* _Required action_: Look through the listing for the string "position" and copy out every line that holds it.

* _Material for this exercise_:
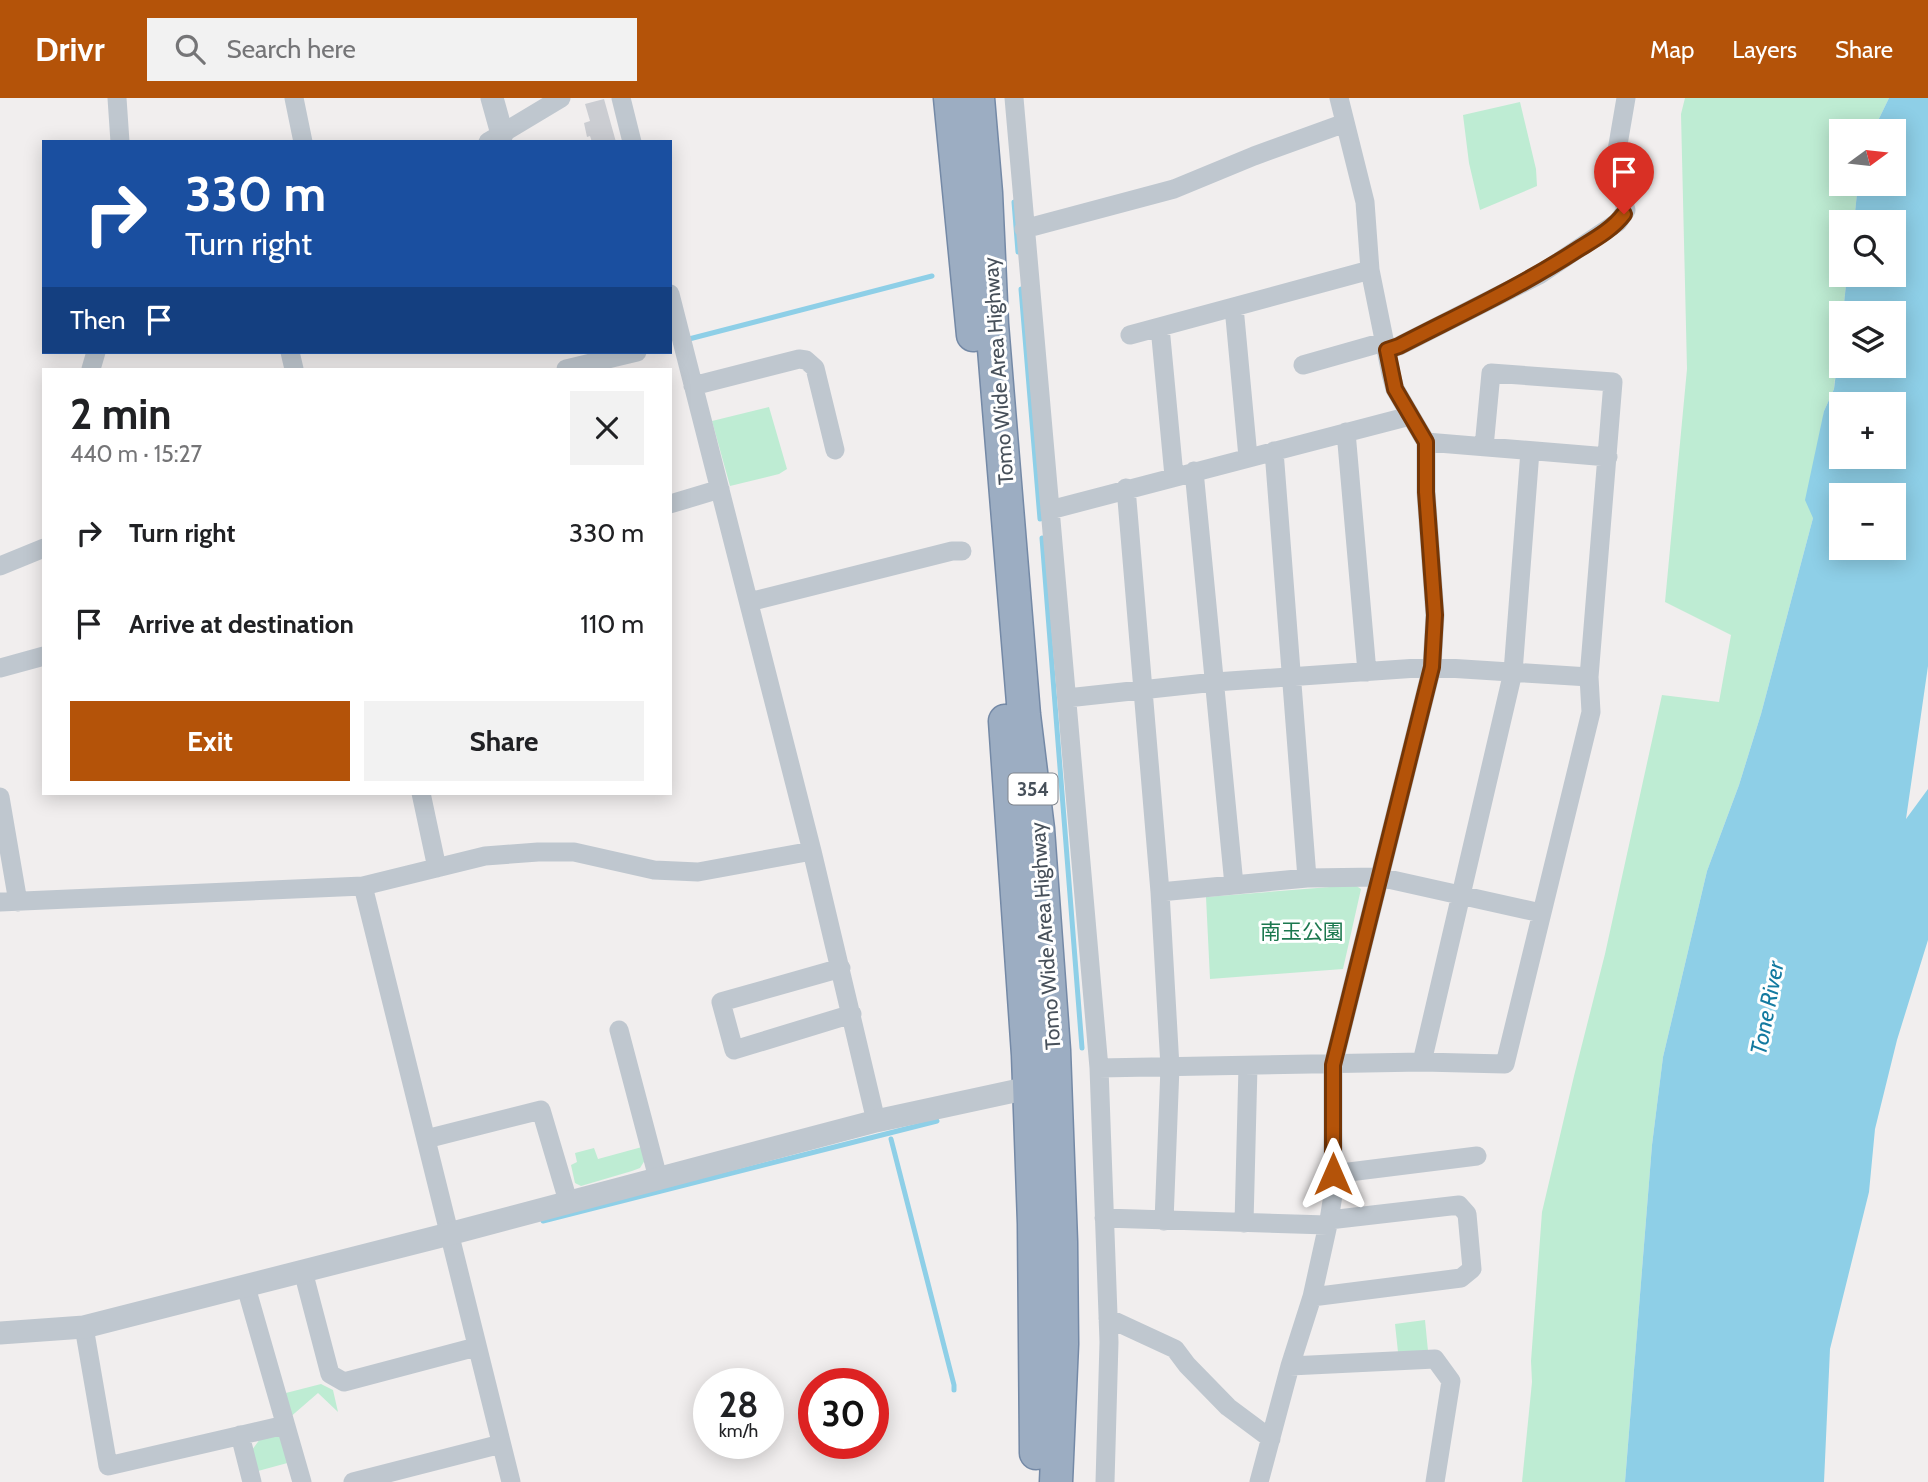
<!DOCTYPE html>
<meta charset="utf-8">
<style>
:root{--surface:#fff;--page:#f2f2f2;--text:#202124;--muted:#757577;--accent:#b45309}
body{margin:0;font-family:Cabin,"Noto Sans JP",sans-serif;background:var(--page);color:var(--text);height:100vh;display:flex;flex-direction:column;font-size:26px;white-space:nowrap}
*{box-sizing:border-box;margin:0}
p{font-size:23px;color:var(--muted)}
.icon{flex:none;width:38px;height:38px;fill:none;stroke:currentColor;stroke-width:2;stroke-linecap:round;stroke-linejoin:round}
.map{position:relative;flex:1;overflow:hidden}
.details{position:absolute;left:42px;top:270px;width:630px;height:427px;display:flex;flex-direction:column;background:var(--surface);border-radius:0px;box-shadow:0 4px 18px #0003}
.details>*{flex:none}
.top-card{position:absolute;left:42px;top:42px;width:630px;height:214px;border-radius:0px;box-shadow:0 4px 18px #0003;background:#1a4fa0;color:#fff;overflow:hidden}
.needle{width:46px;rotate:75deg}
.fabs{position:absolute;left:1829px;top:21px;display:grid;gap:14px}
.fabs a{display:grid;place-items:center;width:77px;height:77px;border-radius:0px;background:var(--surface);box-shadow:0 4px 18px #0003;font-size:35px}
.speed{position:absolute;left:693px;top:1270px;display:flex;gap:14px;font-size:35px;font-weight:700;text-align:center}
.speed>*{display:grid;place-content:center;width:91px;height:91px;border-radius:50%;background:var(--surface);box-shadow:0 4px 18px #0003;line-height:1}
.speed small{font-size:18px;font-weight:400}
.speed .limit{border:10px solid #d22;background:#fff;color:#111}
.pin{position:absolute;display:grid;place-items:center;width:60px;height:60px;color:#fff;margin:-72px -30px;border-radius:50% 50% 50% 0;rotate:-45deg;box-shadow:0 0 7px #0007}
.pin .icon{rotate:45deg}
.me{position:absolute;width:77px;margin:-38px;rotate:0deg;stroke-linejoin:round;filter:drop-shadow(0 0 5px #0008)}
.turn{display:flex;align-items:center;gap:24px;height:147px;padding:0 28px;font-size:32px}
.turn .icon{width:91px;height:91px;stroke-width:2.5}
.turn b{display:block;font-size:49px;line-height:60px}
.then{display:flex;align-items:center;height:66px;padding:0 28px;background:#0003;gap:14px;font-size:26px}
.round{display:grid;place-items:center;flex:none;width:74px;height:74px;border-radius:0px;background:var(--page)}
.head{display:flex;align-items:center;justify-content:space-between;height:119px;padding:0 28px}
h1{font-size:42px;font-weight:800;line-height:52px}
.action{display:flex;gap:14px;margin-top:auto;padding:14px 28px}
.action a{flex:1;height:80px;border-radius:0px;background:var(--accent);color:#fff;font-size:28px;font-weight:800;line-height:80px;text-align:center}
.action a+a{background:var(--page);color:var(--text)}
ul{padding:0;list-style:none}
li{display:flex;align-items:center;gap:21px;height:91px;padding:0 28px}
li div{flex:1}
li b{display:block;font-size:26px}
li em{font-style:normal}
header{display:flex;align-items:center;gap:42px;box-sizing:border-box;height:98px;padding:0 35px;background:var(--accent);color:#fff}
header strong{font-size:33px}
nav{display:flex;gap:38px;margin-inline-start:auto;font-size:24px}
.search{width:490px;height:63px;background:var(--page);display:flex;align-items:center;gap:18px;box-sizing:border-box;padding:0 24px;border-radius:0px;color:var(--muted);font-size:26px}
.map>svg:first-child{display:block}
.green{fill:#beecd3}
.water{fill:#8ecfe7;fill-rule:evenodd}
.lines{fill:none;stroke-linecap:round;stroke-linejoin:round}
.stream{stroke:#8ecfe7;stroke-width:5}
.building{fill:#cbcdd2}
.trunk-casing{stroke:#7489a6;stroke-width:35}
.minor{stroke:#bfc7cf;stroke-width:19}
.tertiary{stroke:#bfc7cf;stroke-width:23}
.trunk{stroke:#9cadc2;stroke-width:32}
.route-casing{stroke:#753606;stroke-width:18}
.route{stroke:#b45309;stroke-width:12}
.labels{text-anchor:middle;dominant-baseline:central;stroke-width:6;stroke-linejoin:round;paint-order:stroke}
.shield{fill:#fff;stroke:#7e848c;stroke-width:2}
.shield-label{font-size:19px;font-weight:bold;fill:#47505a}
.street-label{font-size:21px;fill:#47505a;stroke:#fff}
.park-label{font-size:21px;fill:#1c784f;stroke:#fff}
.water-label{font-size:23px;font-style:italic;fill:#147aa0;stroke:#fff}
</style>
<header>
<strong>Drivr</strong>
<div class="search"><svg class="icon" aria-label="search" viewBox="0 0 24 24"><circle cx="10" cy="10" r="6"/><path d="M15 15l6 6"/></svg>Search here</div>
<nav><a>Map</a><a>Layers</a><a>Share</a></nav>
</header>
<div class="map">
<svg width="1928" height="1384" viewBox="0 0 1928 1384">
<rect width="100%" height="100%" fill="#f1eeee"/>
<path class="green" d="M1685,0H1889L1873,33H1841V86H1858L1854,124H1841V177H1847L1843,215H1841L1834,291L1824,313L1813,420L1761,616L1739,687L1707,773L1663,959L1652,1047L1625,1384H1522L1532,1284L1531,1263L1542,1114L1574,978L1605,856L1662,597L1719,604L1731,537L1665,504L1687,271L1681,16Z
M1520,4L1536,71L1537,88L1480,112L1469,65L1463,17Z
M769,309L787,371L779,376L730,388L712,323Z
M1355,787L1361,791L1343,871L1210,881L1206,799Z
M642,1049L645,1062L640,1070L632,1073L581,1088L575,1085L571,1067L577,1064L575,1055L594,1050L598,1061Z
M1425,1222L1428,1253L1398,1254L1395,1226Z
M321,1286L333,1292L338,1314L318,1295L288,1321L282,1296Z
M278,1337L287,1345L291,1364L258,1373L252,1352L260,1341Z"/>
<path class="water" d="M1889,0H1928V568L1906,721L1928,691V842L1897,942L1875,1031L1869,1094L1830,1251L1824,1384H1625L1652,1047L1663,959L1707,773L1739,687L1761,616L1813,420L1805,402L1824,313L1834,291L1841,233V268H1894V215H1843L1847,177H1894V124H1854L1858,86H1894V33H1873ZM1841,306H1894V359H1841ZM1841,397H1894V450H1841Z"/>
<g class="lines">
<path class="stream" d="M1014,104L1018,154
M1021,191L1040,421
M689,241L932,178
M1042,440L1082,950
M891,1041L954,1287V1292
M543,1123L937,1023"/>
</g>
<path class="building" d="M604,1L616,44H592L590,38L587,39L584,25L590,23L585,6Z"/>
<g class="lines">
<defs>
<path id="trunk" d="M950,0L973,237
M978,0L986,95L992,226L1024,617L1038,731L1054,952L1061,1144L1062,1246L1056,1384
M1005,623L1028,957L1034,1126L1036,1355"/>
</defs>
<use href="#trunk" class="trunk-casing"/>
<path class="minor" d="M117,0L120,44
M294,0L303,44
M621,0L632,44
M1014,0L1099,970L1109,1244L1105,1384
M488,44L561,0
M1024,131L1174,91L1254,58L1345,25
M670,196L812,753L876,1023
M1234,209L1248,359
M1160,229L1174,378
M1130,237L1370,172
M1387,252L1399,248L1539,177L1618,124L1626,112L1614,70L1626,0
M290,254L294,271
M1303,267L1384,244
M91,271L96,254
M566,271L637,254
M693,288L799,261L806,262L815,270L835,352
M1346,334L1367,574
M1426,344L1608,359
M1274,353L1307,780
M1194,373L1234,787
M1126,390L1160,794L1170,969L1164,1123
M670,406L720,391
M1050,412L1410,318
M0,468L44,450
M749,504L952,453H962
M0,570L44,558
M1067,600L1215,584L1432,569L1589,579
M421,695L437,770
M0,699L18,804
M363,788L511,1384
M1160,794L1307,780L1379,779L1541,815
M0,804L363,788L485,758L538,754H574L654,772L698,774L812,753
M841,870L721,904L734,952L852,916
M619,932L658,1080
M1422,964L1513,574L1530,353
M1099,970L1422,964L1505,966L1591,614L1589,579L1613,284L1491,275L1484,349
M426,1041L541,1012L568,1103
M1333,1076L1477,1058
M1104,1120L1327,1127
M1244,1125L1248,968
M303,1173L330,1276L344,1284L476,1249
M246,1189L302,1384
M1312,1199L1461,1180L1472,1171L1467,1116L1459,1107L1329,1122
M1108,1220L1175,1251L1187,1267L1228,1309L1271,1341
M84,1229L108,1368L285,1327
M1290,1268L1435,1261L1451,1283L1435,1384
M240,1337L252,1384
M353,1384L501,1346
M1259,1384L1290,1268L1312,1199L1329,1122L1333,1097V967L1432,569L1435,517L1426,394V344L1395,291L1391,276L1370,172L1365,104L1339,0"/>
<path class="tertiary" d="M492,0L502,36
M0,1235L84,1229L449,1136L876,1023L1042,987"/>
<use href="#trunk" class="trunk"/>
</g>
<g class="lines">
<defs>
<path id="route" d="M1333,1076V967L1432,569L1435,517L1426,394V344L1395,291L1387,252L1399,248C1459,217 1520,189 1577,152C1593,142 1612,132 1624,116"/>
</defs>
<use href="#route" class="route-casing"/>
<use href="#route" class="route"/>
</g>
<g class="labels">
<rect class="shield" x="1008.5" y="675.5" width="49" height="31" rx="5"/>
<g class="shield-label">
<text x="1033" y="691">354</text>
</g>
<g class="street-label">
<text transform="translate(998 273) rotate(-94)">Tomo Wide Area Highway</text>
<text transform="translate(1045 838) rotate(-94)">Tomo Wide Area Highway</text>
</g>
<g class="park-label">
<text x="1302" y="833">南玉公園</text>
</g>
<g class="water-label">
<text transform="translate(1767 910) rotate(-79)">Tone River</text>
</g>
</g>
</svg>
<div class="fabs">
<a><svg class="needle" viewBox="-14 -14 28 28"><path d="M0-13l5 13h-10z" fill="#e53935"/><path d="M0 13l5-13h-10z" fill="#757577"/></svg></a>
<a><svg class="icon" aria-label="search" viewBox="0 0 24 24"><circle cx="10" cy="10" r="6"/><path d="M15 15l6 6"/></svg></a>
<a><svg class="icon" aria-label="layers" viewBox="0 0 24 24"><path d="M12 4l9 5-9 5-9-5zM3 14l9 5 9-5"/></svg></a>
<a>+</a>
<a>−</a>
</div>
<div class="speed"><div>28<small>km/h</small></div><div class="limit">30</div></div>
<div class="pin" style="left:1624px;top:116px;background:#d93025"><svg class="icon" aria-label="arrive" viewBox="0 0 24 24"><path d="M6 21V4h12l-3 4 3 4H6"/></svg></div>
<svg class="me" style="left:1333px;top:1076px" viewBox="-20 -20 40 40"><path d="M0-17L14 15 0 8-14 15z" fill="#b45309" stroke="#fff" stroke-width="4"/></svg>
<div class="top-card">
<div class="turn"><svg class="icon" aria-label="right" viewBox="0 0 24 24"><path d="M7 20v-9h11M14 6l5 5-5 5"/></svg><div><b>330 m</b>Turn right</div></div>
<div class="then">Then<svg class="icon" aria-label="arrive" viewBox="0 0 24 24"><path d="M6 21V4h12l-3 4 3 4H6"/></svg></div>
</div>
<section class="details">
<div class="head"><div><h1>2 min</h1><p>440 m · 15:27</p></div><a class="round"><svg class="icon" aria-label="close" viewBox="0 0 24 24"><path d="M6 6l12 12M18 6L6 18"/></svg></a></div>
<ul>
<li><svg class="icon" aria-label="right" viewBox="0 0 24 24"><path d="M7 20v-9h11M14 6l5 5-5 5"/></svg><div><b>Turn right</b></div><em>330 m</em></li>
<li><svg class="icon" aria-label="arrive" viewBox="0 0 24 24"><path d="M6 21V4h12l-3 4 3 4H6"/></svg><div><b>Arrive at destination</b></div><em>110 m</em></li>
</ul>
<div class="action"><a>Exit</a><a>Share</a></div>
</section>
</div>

* _Result below_:
.map{position:relative;flex:1;overflow:hidden}
.details{position:absolute;left:42px;top:270px;width:630px;height:427px;display:flex;flex-direction:column;background:var(--surface);border-radius:0px;box-shadow:0 4px 18px #0003}
.top-card{position:absolute;left:42px;top:42px;width:630px;height:214px;border-radius:0px;box-shadow:0 4px 18px #0003;background:#1a4fa0;color:#fff;overflow:hidden}
.fabs{position:absolute;left:1829px;top:21px;display:grid;gap:14px}
.speed{position:absolute;left:693px;top:1270px;display:flex;gap:14px;font-size:35px;font-weight:700;text-align:center}
.pin{position:absolute;display:grid;place-items:center;width:60px;height:60px;color:#fff;margin:-72px -30px;border-radius:50% 50% 50% 0;rotate:-45deg;box-shadow:0 0 7px #0007}
.me{position:absolute;width:77px;margin:-38px;rotate:0deg;stroke-linejoin:round;filter:drop-shadow(0 0 5px #0008)}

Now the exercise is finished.